Images within the entries are to be omitted; the remainder must be reproduced exactly.

═══ RECORDS TO PROCESS ═══

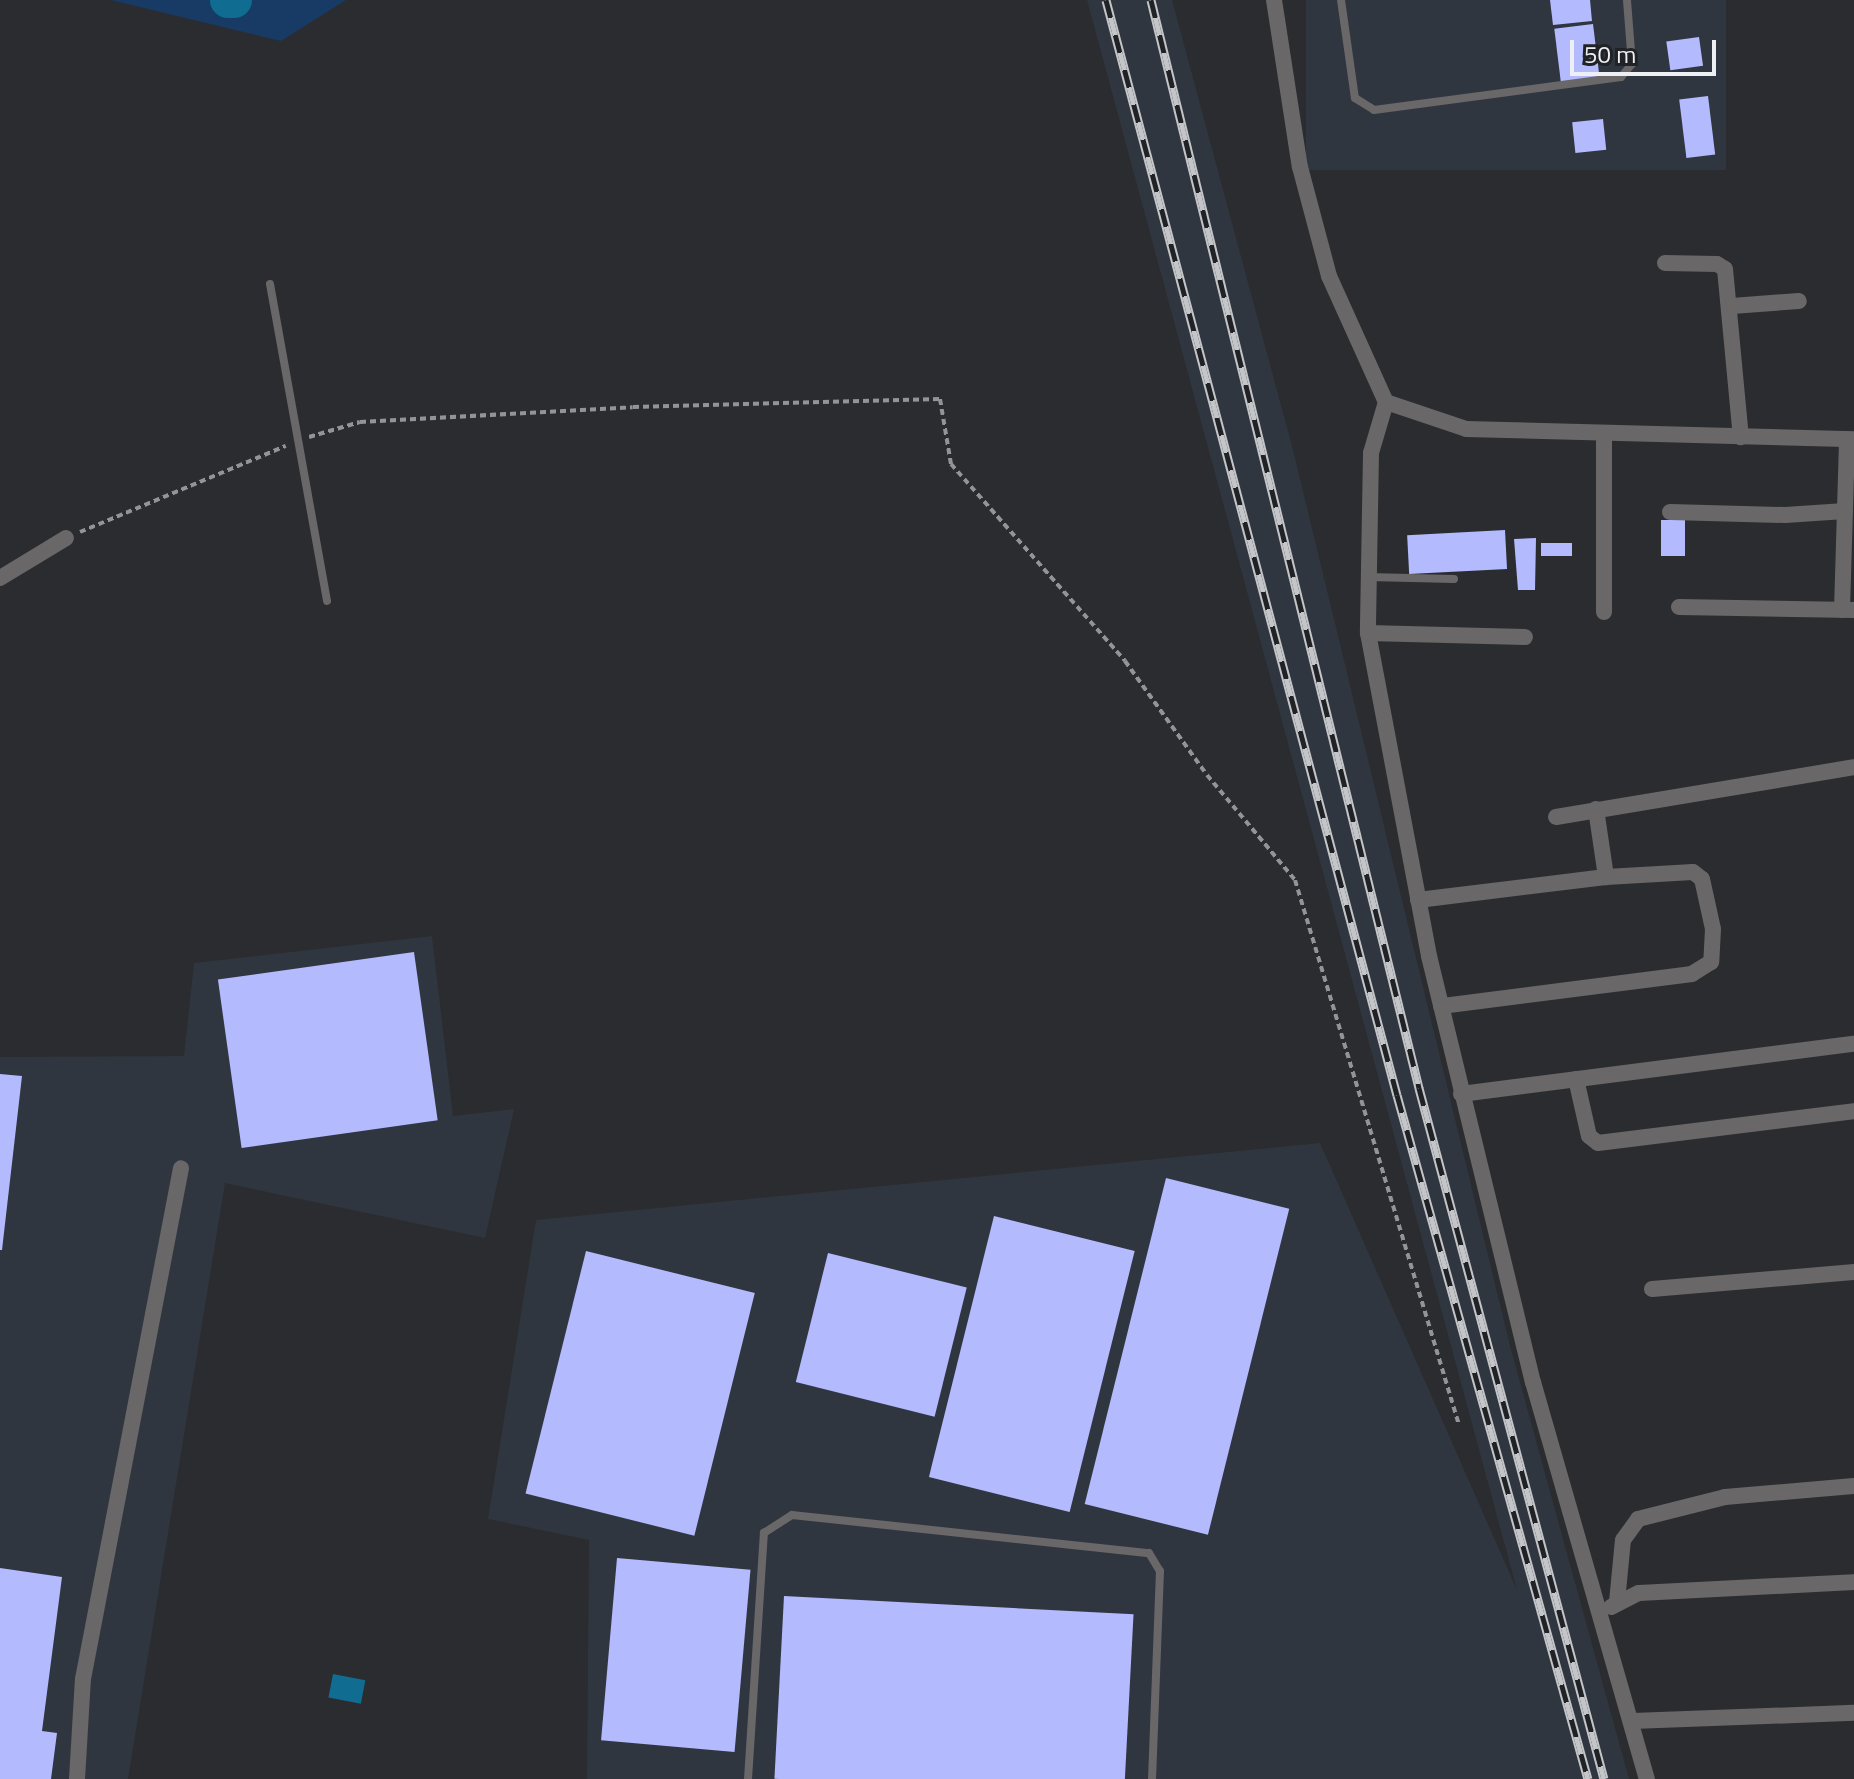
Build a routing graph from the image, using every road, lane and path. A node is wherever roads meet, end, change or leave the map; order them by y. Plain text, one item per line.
1 (1274, 0) edge
2 (1341, 0) edge
3 (1627, 0) edge
4 (1665, 263) dead end
5 (270, 284) dead end
6 (1799, 301) dead end
7 (1732, 306) junction
8 (1386, 402) junction
9 (1604, 433) junction
10 (1741, 437) junction
11 (1850, 439) edge
12 (299, 440) junction
13 (1845, 511) junction
14 (1670, 512) dead end
15 (66, 538) joint
16 (1366, 577) junction
17 (0, 578) edge
18 (1454, 579) dead end
19 (327, 601) dead end
20 (1679, 607) dead end
21 (1848, 610) edge
22 (1604, 612) dead end
23 (1368, 633) junction
24 (1525, 637) dead end
25 (1854, 767) edge
26 (1596, 809) junction
27 (1556, 817) dead end
28 (1606, 877) junction
29 (1418, 900) junction
30 (1441, 1006) junction
31 (1854, 1044) edge
32 (1576, 1079) junction
33 (1461, 1094) junction
34 (1854, 1111) edge
35 (181, 1168) dead end
36 (1854, 1272) edge
37 (1652, 1289) dead end
38 (1459, 1425) dead end
39 (1854, 1486) edge
40 (1854, 1582) edge
41 (1617, 1602) junction
42 (1602, 1617) junction
43 (1854, 1713) edge
44 (1632, 1721) junction
45 (77, 1779) edge
46 (748, 1779) edge
47 (1152, 1779) edge
48 (1647, 1779) edge

1 - 8 street
2 - 3 lane
4 - 7 street
5 - 12 lane
6 - 7 street
7 - 10 street
8 - 9 street
8 - 16 street
9 - 10 street
9 - 22 street
10 - 11 street
11 - 13 street
12 - 15 path
12 - 19 lane
12 - 38 path
13 - 14 street
13 - 21 street
15 - 17 street
16 - 18 lane
16 - 23 street
20 - 21 street
23 - 24 street
23 - 29 street
25 - 26 street
26 - 27 street
26 - 28 street
28 - 29 street
28 - 30 street
29 - 30 street
30 - 33 street
31 - 32 street
32 - 33 street
32 - 34 street
33 - 42 street
35 - 45 street
36 - 37 street
39 - 41 street
40 - 41 street
41 - 42 street
42 - 44 street
43 - 44 street
44 - 48 street
46 - 47 lane

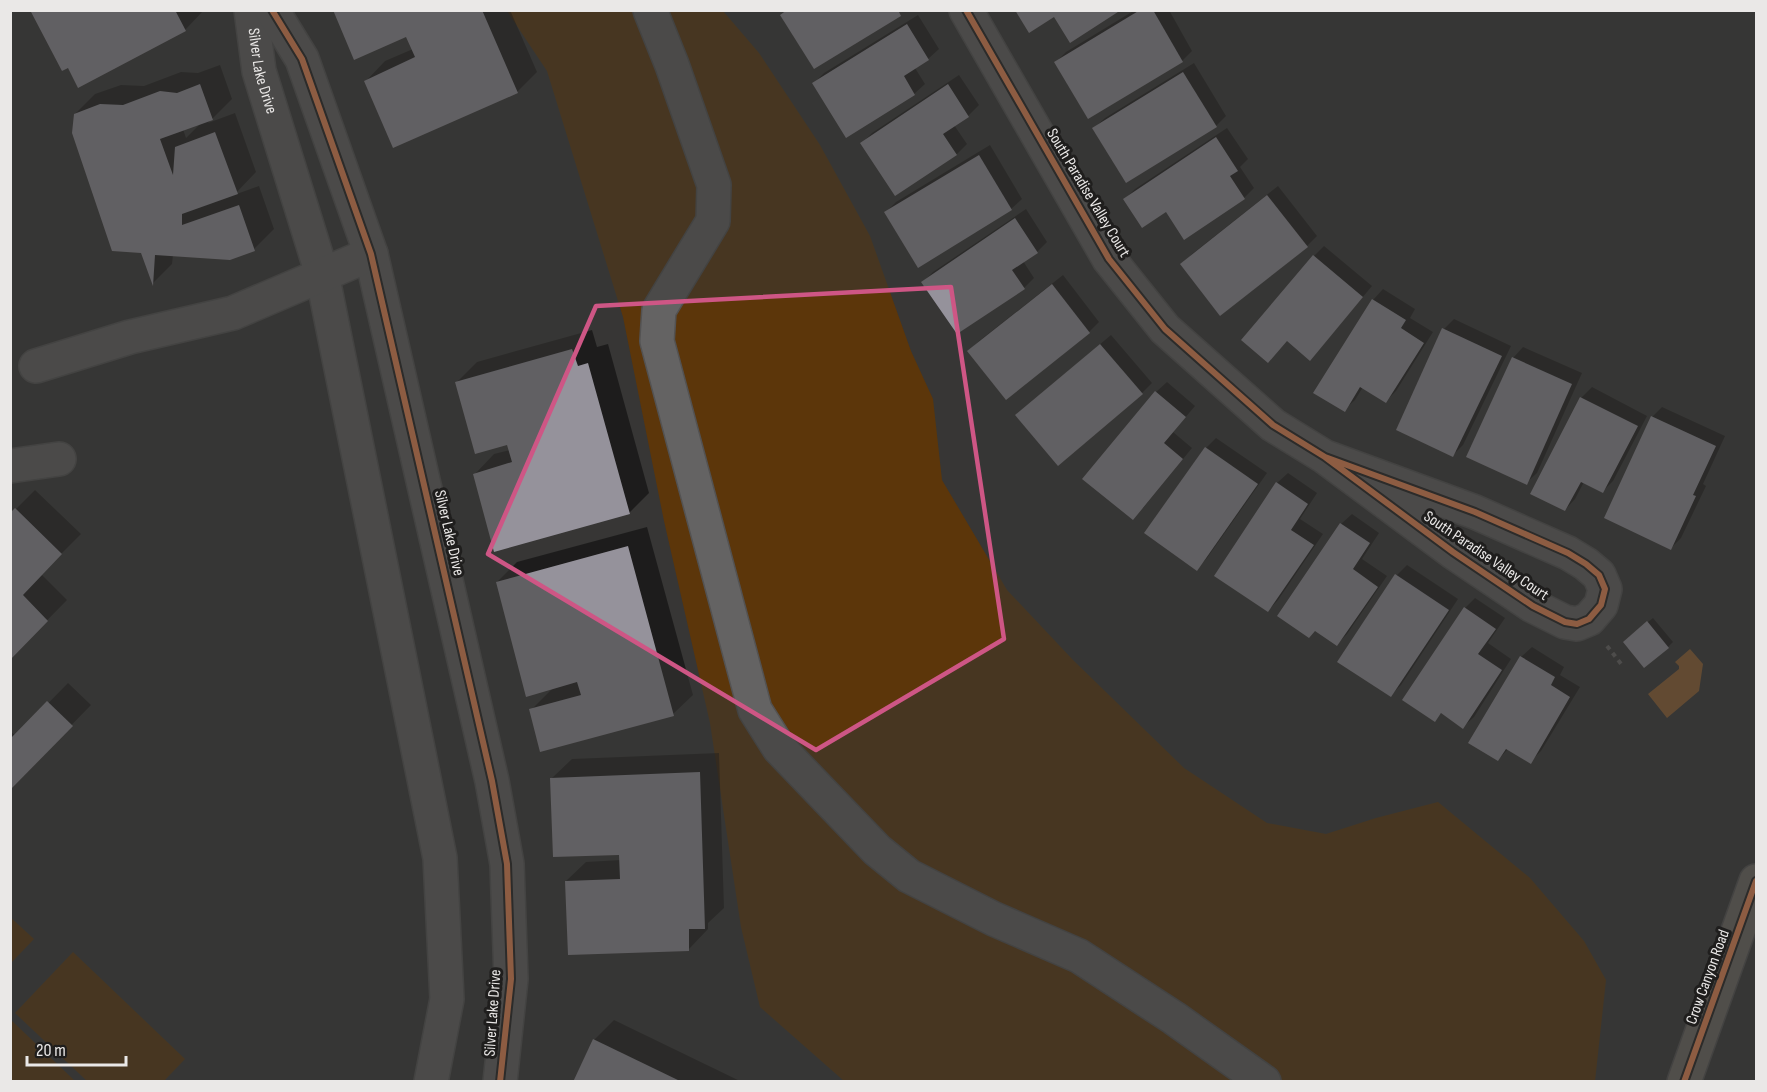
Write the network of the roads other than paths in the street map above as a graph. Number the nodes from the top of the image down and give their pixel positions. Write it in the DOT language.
graph roads {
  1 [pos="251,10"];
  2 [pos="272,10"];
  3 [pos="650,10"];
  4 [pos="966,10"];
  5 [pos="371,254"];
  6 [pos="322,274"];
  7 [pos="36,366"];
  8 [pos="1325,457"];
  9 [pos="59,459"];
  10 [pos="10,466"];
  11 [pos="1756,881"];
  12 [pos="431,1082"];
  13 [pos="500,1082"];
  14 [pos="1264,1082"];
  15 [pos="1684,1082"];
  1 -- 6 [label="street, Silver Lake Drive"];
  2 -- 5 [label="street, Silver Lake Drive"];
  3 -- 14 [label="street"];
  4 -- 8 [label="street, South Paradise Valley Court"];
  5 -- 6 [label="street"];
  5 -- 13 [label="street, Silver Lake Drive"];
  6 -- 7 [label="street"];
  6 -- 12 [label="street, Silver Lake Drive"];
  8 -- 8 [label="street, South Paradise Valley Court"];
  9 -- 10 [label="street"];
  11 -- 15 [label="main road, Crow Canyon Road"];
}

═══

• [PROBLEM SOLUTION]:
Build a routing graph from the image, using every road, lane and path. A node is wherever roads meet, end, change or leave the map; order them by y. Plain text, one item per line.
1 (1274, 0) edge
2 (1341, 0) edge
3 (1627, 0) edge
4 (1665, 263) dead end
5 (270, 284) dead end
6 (1799, 301) dead end
7 (1732, 306) junction
8 (1386, 402) junction
9 (1604, 433) junction
10 (1741, 437) junction
11 (1850, 439) edge
12 (299, 440) junction
13 (1845, 511) junction
14 (1670, 512) dead end
15 (66, 538) joint
16 (1366, 577) junction
17 (0, 578) edge
18 (1454, 579) dead end
19 (327, 601) dead end
20 (1679, 607) dead end
21 (1848, 610) edge
22 (1604, 612) dead end
23 (1368, 633) junction
24 (1525, 637) dead end
25 (1854, 767) edge
26 (1596, 809) junction
27 (1556, 817) dead end
28 (1606, 877) junction
29 (1418, 900) junction
30 (1441, 1006) junction
31 (1854, 1044) edge
32 (1576, 1079) junction
33 (1461, 1094) junction
34 (1854, 1111) edge
35 (181, 1168) dead end
36 (1854, 1272) edge
37 (1652, 1289) dead end
38 (1459, 1425) dead end
39 (1854, 1486) edge
40 (1854, 1582) edge
41 (1617, 1602) junction
42 (1602, 1617) junction
43 (1854, 1713) edge
44 (1632, 1721) junction
45 (77, 1779) edge
46 (748, 1779) edge
47 (1152, 1779) edge
48 (1647, 1779) edge

1 - 8 street
2 - 3 lane
4 - 7 street
5 - 12 lane
6 - 7 street
7 - 10 street
8 - 9 street
8 - 16 street
9 - 10 street
9 - 22 street
10 - 11 street
11 - 13 street
12 - 15 path
12 - 19 lane
12 - 38 path
13 - 14 street
13 - 21 street
15 - 17 street
16 - 18 lane
16 - 23 street
20 - 21 street
23 - 24 street
23 - 29 street
25 - 26 street
26 - 27 street
26 - 28 street
28 - 29 street
28 - 30 street
29 - 30 street
30 - 33 street
31 - 32 street
32 - 33 street
32 - 34 street
33 - 42 street
35 - 45 street
36 - 37 street
39 - 41 street
40 - 41 street
41 - 42 street
42 - 44 street
43 - 44 street
44 - 48 street
46 - 47 lane

Write the network of the roads other than paths in the street map above as a graph. Number the nodes from the top of the image down and give their pixel positions. Write it in the DOT language.
graph roads {
  1 [pos="251,10"];
  2 [pos="272,10"];
  3 [pos="650,10"];
  4 [pos="966,10"];
  5 [pos="371,254"];
  6 [pos="322,274"];
  7 [pos="36,366"];
  8 [pos="1325,457"];
  9 [pos="59,459"];
  10 [pos="10,466"];
  11 [pos="1756,881"];
  12 [pos="431,1082"];
  13 [pos="500,1082"];
  14 [pos="1264,1082"];
  15 [pos="1684,1082"];
  1 -- 6 [label="street, Silver Lake Drive"];
  2 -- 5 [label="street, Silver Lake Drive"];
  3 -- 14 [label="street"];
  4 -- 8 [label="street, South Paradise Valley Court"];
  5 -- 6 [label="street"];
  5 -- 13 [label="street, Silver Lake Drive"];
  6 -- 7 [label="street"];
  6 -- 12 [label="street, Silver Lake Drive"];
  8 -- 8 [label="street, South Paradise Valley Court"];
  9 -- 10 [label="street"];
  11 -- 15 [label="main road, Crow Canyon Road"];
}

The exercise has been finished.